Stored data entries
==================================================

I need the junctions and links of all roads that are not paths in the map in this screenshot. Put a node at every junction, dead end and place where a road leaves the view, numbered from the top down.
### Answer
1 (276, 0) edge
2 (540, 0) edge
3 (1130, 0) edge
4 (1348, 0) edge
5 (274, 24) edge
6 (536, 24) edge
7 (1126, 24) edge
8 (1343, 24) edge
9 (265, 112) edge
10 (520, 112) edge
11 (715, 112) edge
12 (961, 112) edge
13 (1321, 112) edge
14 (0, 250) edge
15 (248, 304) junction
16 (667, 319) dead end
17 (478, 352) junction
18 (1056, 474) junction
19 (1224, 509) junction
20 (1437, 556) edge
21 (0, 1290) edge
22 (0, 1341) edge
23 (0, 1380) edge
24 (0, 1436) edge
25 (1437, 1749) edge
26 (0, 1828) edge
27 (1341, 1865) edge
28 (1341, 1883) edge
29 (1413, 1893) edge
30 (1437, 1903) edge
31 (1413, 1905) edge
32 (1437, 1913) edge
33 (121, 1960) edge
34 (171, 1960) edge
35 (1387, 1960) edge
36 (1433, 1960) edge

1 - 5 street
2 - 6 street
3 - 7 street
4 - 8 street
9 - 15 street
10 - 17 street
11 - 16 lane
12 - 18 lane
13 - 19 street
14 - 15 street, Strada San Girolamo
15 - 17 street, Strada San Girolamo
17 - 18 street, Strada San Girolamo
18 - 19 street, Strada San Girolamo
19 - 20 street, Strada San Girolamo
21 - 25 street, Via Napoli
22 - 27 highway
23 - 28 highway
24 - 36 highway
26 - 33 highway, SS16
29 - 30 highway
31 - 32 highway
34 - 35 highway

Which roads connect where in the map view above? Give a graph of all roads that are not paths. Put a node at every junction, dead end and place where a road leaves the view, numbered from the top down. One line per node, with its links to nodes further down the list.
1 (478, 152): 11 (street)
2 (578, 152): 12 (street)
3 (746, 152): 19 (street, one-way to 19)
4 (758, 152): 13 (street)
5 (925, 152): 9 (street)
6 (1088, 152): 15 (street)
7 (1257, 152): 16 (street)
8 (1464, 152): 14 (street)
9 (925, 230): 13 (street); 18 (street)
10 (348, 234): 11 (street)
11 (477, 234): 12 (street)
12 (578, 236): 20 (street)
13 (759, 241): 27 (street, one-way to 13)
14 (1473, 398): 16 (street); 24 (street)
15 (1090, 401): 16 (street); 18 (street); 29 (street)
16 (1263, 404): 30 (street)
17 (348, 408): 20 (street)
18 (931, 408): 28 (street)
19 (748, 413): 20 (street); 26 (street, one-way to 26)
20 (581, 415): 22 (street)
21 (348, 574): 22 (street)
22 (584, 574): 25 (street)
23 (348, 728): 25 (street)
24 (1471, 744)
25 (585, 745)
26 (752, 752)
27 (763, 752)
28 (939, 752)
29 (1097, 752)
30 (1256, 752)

==================================================

Work to be completed
Once the records are read, print each of them exactly as written.

Finished exercise
I need the junctions and links of all roads that are not paths in the map in this screenshot. Put a node at every junction, dead end and place where a road leaves the view, numbered from the top down.
### Answer
1 (276, 0) edge
2 (540, 0) edge
3 (1130, 0) edge
4 (1348, 0) edge
5 (274, 24) edge
6 (536, 24) edge
7 (1126, 24) edge
8 (1343, 24) edge
9 (265, 112) edge
10 (520, 112) edge
11 (715, 112) edge
12 (961, 112) edge
13 (1321, 112) edge
14 (0, 250) edge
15 (248, 304) junction
16 (667, 319) dead end
17 (478, 352) junction
18 (1056, 474) junction
19 (1224, 509) junction
20 (1437, 556) edge
21 (0, 1290) edge
22 (0, 1341) edge
23 (0, 1380) edge
24 (0, 1436) edge
25 (1437, 1749) edge
26 (0, 1828) edge
27 (1341, 1865) edge
28 (1341, 1883) edge
29 (1413, 1893) edge
30 (1437, 1903) edge
31 (1413, 1905) edge
32 (1437, 1913) edge
33 (121, 1960) edge
34 (171, 1960) edge
35 (1387, 1960) edge
36 (1433, 1960) edge

1 - 5 street
2 - 6 street
3 - 7 street
4 - 8 street
9 - 15 street
10 - 17 street
11 - 16 lane
12 - 18 lane
13 - 19 street
14 - 15 street, Strada San Girolamo
15 - 17 street, Strada San Girolamo
17 - 18 street, Strada San Girolamo
18 - 19 street, Strada San Girolamo
19 - 20 street, Strada San Girolamo
21 - 25 street, Via Napoli
22 - 27 highway
23 - 28 highway
24 - 36 highway
26 - 33 highway, SS16
29 - 30 highway
31 - 32 highway
34 - 35 highway

Which roads connect where in the map view above? Give a graph of all roads that are not paths. Put a node at every junction, dead end and place where a road leaves the view, numbered from the top down. One line per node, with its links to nodes further down the list.
1 (478, 152): 11 (street)
2 (578, 152): 12 (street)
3 (746, 152): 19 (street, one-way to 19)
4 (758, 152): 13 (street)
5 (925, 152): 9 (street)
6 (1088, 152): 15 (street)
7 (1257, 152): 16 (street)
8 (1464, 152): 14 (street)
9 (925, 230): 13 (street); 18 (street)
10 (348, 234): 11 (street)
11 (477, 234): 12 (street)
12 (578, 236): 20 (street)
13 (759, 241): 27 (street, one-way to 13)
14 (1473, 398): 16 (street); 24 (street)
15 (1090, 401): 16 (street); 18 (street); 29 (street)
16 (1263, 404): 30 (street)
17 (348, 408): 20 (street)
18 (931, 408): 28 (street)
19 (748, 413): 20 (street); 26 (street, one-way to 26)
20 (581, 415): 22 (street)
21 (348, 574): 22 (street)
22 (584, 574): 25 (street)
23 (348, 728): 25 (street)
24 (1471, 744)
25 (585, 745)
26 (752, 752)
27 (763, 752)
28 (939, 752)
29 (1097, 752)
30 (1256, 752)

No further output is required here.